Deixar a vontade entrar
às vezes o que falta pra você começar algo não é impulso, é desarme.
Tenho sentido vontade de cantar (e não, eu não sei cantar). Tenho sentido vontade de tocar meu ukulele (mas ele não veio comigo). Tenho sentido vontade de amar um objeto direto (mas admito que as vezes parece que desaprendi essa ação). Será?
Tenho aprendido muito sobre novas fases da vida. Sobre processos de transição que nunca vivi antes. Sobre ser alguém que nunca fui antes (e me sentir confortável por isso). E aos 29 anos talvez você pense que eu já tenha vivido muitos desses pra estar aprendendo só agora. Mas é que eu nunca tive 29 anos, vivendo no Marrocos, com amigos internacionais e nacionais, falando 4 idiomas diferentes, numa rotina de coworking em que a maioria das pessoas tem trabalhos remotos e descobrindo que as vezes eu não tenho vontade suficiente pra dar um passo, seja ele qual for.
E tudo bem. Tá com pressa de que?
Em momentos de integrar muita coisa, absorver o que foi vivido ou se preparar pra outra fase, não consigo expor muito. Só quero ficar mais presente no dia a dia e não na internet. Acordar sem pressa, conversar à beça. Ver o mundo girar e a galera surfar. Ter tempo pra desarmar antes de tudo e então sim, abrir o espaço no peito para algo entrar.
É poético mas não é tarefa fácil. E claro, esses momentos não avisam com antecedência… na verdade, minha experiência é de que só reparo que já os estou vivendo depois de resistir um bom tempo ao fluxo, achando que deveria estar em outro momento ou em outro lugar.
E então, esses dias, numa dessas conversas desenfreadas que ninguém lembra onde começou nem pra onde está indo, o click: talvez não insistir ou tentar resolver seja exatamente a melhor forma de solucionar. Deixar a vontade entrar e te consumir.
Quase como uma criança aprendendo a amarrar o sapato. Você ensina uma vez e também duas, mas na terceira deixa ela mostrar o que aprendeu. Se levar 10 minutos, sem problemas, o importante é ela ver que consegue, isso cria senso de independência e coragem pros desafios. E você vai ver que, no máximo, ela vai inventar uma solução criativa pra caso não consiga executar exatamente da maneira que absorveu.
Olhar pras fotos que eu tirei durante esses momentos de registros singelos, pela memória e não pela postagem, tem me relembrado do tanto que vivo.
Tenho aprendido (ou relembrado) que amar bonito é respeitar espaço mas fazer questão da presença. É ganhar um copo de chá sem ter pedido, logo no início da sessão de terapia. É admirar as características que fazem o outro um ser único, ainda que sejam pontos que você tenha dificuldade em lidar.

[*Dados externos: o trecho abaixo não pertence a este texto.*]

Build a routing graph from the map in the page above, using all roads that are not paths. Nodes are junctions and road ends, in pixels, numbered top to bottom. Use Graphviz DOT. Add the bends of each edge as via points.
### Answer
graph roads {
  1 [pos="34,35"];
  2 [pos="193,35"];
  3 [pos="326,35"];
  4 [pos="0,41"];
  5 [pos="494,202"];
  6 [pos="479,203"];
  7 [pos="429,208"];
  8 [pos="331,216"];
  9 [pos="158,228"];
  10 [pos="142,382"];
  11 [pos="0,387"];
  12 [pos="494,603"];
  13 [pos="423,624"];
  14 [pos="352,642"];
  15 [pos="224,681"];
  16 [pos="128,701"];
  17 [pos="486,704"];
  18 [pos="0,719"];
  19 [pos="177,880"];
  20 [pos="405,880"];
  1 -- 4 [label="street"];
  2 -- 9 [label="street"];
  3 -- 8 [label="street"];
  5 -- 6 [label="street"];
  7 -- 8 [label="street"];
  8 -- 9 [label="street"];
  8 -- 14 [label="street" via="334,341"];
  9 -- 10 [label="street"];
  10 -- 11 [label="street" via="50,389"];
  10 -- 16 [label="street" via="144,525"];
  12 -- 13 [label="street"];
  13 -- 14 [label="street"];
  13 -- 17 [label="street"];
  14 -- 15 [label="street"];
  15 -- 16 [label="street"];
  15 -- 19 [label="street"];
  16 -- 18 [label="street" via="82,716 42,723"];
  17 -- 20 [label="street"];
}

Logo eu que sempre falo sobre amor, tenho relembrado que amar não é sobre precisar estar junto mas sobre aproveitar os encontros, sobre cuidar, sobre não julgamento, admiração e sobre respeito.
Desde que comecei a viver na estrada aprendo muito sobre presença, mas é a primeira vez que ela me chama pra conversar sem fazer perguntas ou cobranças. É a primeira vez que dou espaço pra vontade ir crescendo sem entender pra onde ela quer ir. Talvez a gente tenha superestimado o impulso de nos mover. Talvez eles sejam tão simples quanto ter vontade de fazer. E talvez a gente tenha subestimado os momentos de transição, porque na maioria das vezes eles não são um texto bonito e uma foto bucólica na praia, e sim uma zona cinzenta de incerteza sobre o interno e não sobre o externo. De como agir e não do que sucederá.
Uma vez Exú me abençoou: dê vontade pra essa moça, pai.
e hoje eu estico esse desejo a vocês: que a vontade de fazer seja maior do que as questões que surgirão pelo caminho. Porque a vontade move montanhas e bancar desejos é o ápice da nossa maturidade emocional.